- [YOUR ASSIGNMENT]: Match on the string "paths" in the entries below and return every matching line.
[[ RECORDS SHOWN open ]]
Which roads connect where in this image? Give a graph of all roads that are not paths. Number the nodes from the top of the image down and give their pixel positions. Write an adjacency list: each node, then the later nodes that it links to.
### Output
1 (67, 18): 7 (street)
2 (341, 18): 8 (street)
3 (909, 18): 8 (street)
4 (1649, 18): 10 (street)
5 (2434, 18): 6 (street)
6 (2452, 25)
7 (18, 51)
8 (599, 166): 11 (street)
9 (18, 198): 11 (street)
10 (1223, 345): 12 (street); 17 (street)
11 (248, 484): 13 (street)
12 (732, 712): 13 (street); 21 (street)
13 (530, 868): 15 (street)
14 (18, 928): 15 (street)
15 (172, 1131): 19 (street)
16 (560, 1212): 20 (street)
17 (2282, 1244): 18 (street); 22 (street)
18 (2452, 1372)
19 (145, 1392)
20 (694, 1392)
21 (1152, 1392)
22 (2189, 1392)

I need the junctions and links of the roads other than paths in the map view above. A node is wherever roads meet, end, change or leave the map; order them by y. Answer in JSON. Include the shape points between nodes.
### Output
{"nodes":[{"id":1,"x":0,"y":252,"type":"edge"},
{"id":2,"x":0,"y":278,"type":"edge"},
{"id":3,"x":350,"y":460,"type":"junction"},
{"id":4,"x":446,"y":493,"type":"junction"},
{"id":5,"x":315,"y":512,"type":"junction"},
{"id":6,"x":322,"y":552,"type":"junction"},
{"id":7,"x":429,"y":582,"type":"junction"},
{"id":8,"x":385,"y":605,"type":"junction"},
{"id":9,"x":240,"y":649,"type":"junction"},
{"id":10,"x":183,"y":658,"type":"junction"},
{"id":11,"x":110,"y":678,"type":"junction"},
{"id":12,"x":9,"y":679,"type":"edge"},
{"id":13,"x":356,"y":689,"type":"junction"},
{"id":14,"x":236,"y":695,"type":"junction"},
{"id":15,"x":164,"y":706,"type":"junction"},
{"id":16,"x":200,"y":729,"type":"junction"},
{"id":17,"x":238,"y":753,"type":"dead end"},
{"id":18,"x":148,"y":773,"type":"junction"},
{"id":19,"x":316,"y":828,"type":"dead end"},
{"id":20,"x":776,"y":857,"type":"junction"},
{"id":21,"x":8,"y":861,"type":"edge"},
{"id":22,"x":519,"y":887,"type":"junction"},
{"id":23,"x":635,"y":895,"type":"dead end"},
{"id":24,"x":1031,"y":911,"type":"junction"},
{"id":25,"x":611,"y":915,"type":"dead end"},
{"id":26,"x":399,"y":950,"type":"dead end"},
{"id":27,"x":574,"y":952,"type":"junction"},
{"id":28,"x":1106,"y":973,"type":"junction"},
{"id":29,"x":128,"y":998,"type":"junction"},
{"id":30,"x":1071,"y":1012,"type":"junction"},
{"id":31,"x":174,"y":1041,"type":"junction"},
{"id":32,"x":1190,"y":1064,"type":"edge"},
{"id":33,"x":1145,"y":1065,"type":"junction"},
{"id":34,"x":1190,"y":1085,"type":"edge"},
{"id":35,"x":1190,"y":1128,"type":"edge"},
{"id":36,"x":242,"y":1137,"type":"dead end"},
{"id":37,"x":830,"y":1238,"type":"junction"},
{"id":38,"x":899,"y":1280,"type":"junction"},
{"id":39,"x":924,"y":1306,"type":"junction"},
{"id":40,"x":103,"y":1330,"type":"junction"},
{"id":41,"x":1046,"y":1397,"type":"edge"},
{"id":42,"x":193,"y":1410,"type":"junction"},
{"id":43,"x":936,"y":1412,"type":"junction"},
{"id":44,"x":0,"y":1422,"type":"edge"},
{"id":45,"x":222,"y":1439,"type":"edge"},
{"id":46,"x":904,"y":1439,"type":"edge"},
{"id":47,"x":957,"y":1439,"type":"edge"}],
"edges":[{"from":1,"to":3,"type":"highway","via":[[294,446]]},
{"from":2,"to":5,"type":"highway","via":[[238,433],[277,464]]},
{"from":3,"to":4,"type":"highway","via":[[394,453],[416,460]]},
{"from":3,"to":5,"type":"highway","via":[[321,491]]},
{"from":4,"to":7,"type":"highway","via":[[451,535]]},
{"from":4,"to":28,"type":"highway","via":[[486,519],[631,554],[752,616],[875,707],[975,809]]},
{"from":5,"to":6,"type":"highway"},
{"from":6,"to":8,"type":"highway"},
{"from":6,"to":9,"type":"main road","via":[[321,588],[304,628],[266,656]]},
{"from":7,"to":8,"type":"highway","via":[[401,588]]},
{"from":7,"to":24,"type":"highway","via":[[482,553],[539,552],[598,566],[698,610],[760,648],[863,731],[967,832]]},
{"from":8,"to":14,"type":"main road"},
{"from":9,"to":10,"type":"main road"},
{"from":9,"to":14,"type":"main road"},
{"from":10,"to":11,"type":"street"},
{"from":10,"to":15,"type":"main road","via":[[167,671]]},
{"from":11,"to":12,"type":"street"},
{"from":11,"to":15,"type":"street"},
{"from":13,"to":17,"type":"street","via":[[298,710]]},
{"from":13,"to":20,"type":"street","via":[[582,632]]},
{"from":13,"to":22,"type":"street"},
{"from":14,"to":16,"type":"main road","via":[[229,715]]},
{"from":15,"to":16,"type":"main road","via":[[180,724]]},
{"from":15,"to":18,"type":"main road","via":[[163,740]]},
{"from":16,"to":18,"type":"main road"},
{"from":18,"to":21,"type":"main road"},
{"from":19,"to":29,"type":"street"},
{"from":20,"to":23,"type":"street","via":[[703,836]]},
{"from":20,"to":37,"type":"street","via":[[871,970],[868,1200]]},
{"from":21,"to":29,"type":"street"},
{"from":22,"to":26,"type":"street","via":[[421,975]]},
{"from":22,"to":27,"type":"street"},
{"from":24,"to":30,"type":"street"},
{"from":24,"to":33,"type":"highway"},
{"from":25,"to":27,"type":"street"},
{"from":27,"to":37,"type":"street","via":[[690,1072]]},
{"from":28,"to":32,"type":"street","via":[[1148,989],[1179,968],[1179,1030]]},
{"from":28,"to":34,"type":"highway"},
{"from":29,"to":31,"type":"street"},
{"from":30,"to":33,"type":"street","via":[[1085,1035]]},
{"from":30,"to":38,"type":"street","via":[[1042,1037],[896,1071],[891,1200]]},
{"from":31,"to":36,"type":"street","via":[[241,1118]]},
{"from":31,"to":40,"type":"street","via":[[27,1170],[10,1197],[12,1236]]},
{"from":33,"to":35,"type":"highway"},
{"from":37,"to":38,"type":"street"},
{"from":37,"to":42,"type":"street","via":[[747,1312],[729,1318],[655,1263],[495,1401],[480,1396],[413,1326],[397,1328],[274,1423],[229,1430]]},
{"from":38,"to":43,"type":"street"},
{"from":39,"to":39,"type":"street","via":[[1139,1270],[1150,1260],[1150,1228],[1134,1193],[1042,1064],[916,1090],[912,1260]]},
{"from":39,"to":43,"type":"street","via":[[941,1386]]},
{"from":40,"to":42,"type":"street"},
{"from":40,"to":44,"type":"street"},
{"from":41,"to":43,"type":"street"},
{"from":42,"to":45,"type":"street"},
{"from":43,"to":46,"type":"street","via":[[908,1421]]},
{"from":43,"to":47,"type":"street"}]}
[[ RECORDS SHOWN closed ]]
- [TASK RESULT]:
Which roads connect where in this image? Give a graph of all roads that are not paths. Number the nodes from the top of the image down and give their pixel positions. Write an adjacency list: each node, then the later nodes that it links to.
I need the junctions and links of the roads other than paths in the map view above. A node is wherever roads meet, end, change or leave the map; order them by y. Answer in JSON. Include the shape points between nodes.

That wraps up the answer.